AVAILABLE RECORDS →

--

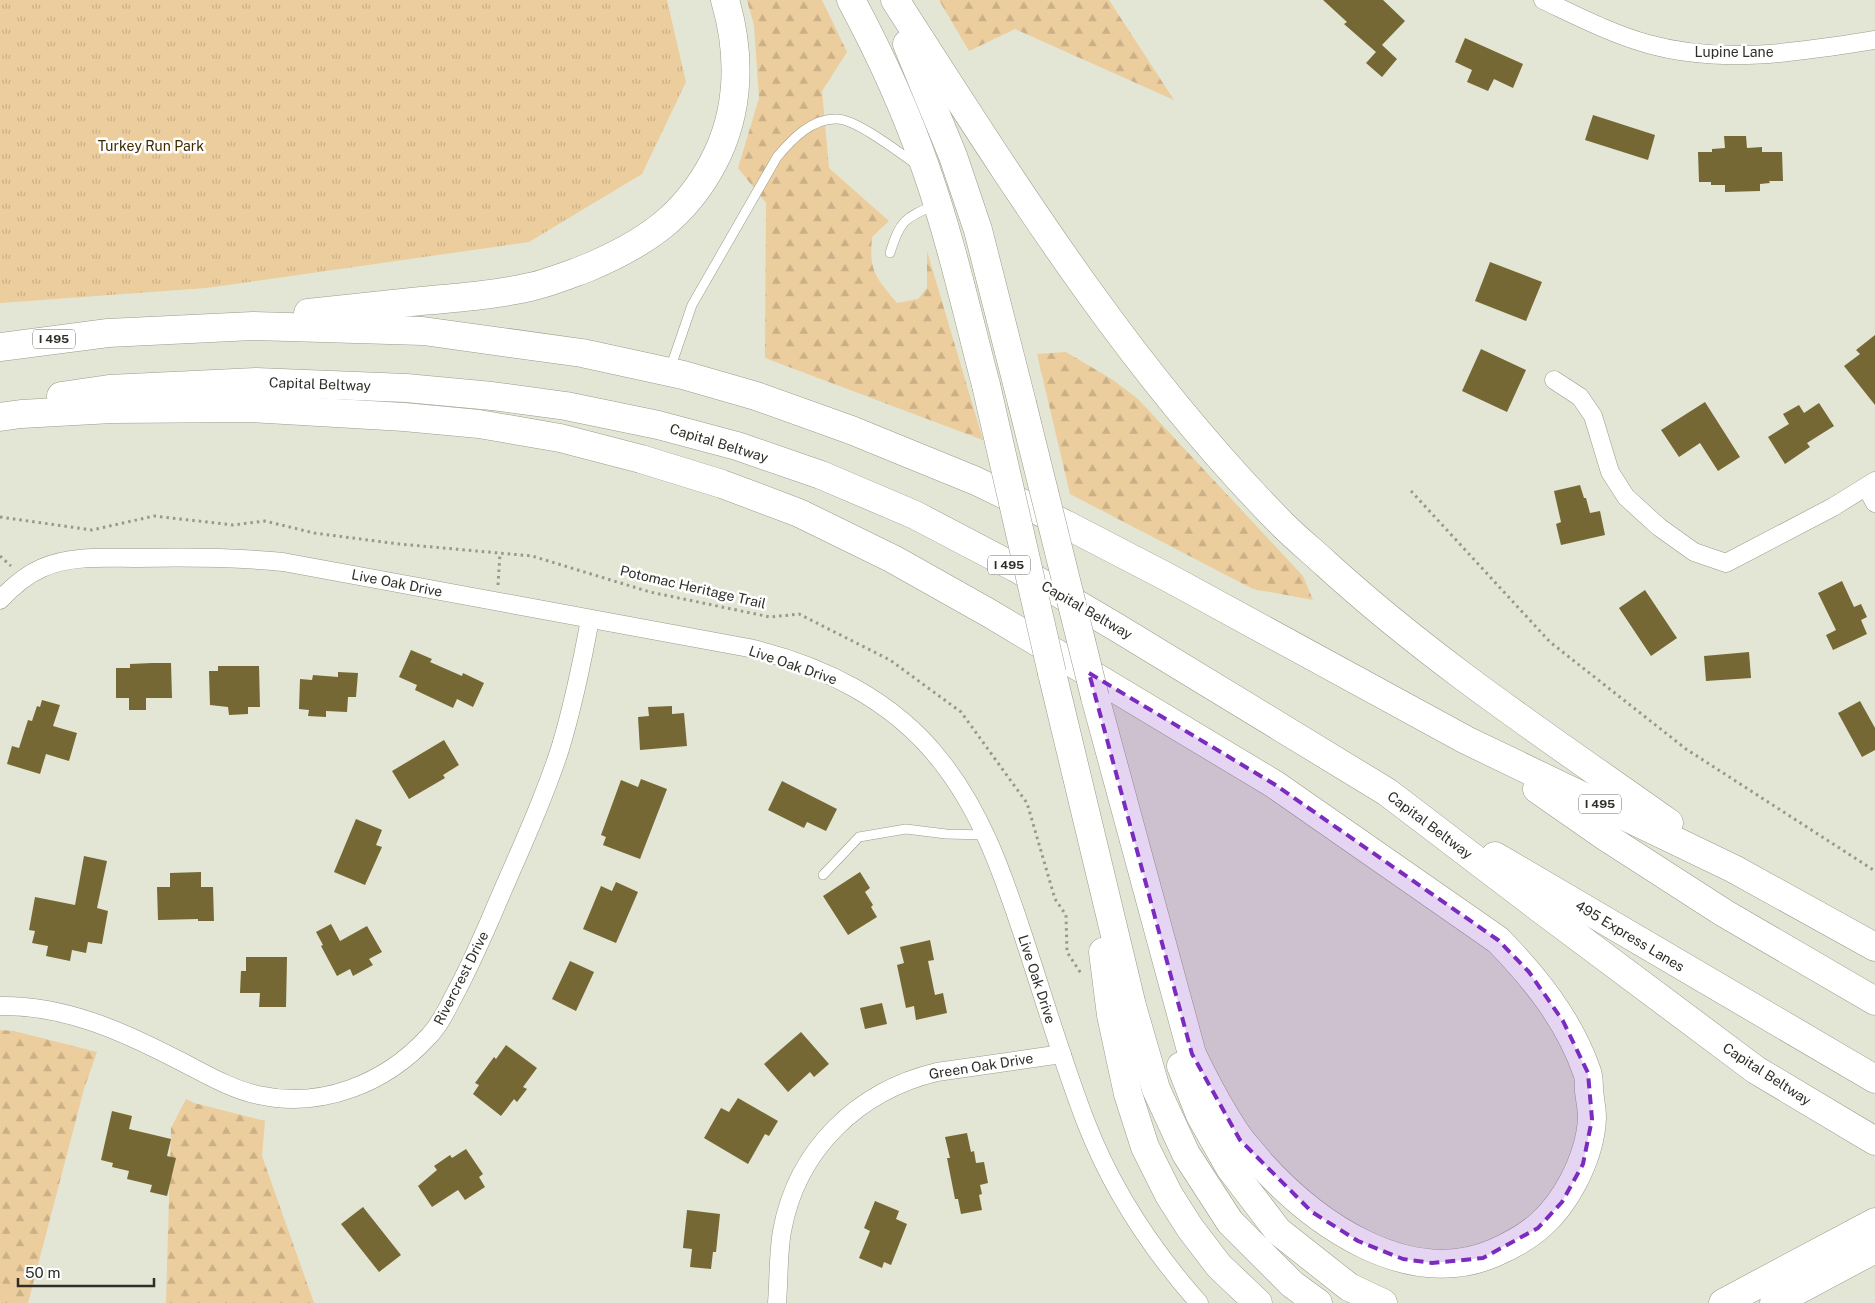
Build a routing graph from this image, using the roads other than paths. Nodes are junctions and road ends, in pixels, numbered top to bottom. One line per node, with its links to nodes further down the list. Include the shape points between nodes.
1 (725, 0): 10 (highway, via 735,51 733,112 721,148 690,200 645,240 566,276 531,287)
2 (851, 0): 7 (highway, via 899,99)
3 (886, 0): 21 (highway, bridge, via 925,84 978,230)
4 (895, 0): 25 (highway, via 1080,281 1205,440 1284,526 1368,602 1431,653)
5 (1543, 0): 6 (street, Lupine Lane, via 1621,35 1684,52 1747,56)
6 (1875, 40)
7 (927, 172): 8 (highway); 12 (lane, via 870,134 839,118 825,120 802,132 777,157 692,305)
8 (938, 204): 9 (lane, via 902,222); 20 (highway, bridge, via 986,385)
9 (890, 253)
10 (108, 333): 11 (highway, I 495); 12 (highway, I 495, via 253,326 423,331 582,353)
11 (0, 347)
12 (669, 372): 22 (highway, I 495, via 756,396 851,430 976,481 1169,578)
13 (1554, 380): 16 (street, via 1580,397 1593,416 1610,472 1626,497 1659,527 1694,552 1726,563)
14 (0, 405): 23 (highway, Capital Beltway / I 495, via 109,389 256,382 406,388 566,406 658,424 737,446 821,475 915,515 1008,564)
15 (0, 417): 21 (highway, via 112,409 250,408 479,424 560,438 722,484 799,513 892,559 989,613 1274,784 1498,940 1529,972 1563,1020 1588,1073 1592,1119 1583,1164 1562,1202 1538,1228 1511,1246 1482,1258 1432,1263 1403,1259 1358,1241 1312,1212 1278,1182 1240,1140 1192,1054)
16 (1870, 484): 17 (street)
17 (1875, 503)
18 (0, 600): 19 (street, Live Oak Drive, via 25,577 61,562 91,558 246,558)
19 (590, 619): 24 (street, Live Oak Drive, via 769,653 816,669 858,690 893,713 940,759 960,787); 29 (street, Rivercrest Drive, via 576,693 543,796 448,1008 429,1037 401,1064 370,1082 335,1094 305,1099 276,1098 230,1086 106,1025 30,1006)
20 (1052, 672): 38 (highway, via 1097,906 1111,1015 1136,1120 1145,1147 1190,1228 1219,1266); 39 (highway, via 1132,1006 1156,1089 1186,1154 1230,1222 1292,1284)
21 (1095, 697): 40 (highway, via 1177,1056 1200,1115 1230,1168 1278,1231 1349,1286)
22 (1466, 740): 25 (highway, I 495); 28 (highway, via 1606,837 1724,913)
23 (1387, 792): 31 (highway, 495 Express Lanes); 32 (highway, Capital Beltway / I 495, via 1756,1070)
24 (986, 836): 26 (lane, via 906,829 859,837); 30 (street, Live Oak Drive)
25 (1734, 869): 27 (highway, I 495)
26 (823, 875)
27 (1875, 948)
28 (1875, 1001)
29 (0, 1006)
30 (1062, 1054): 36 (street, Green Oak Drive, via 922,1075 890,1088 846,1118 825,1139 796,1187 782,1232); 37 (street, Live Oak Drive, via 1085,1119 1117,1190 1150,1242)
31 (1875, 1079)
32 (1875, 1141)
33 (1875, 1222): 35 (highway)
34 (1875, 1249): 35 (highway)
35 (1803, 1274): 41 (highway); 42 (highway)
36 (777, 1303)
37 (1199, 1303)
38 (1258, 1303)
39 (1318, 1303)
40 (1383, 1303)
41 (1723, 1303)
42 (1774, 1303)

--

BRIEF → Go through the material line by line. Show each line that contains the string "Capital".

SOLUTION TO THE EXERCISE →
14 (0, 405): 23 (highway, Capital Beltway / I 495, via 109,389 256,382 406,388 566,406 658,424 737,446 821,475 915,515 1008,564)
23 (1387, 792): 31 (highway, 495 Express Lanes); 32 (highway, Capital Beltway / I 495, via 1756,1070)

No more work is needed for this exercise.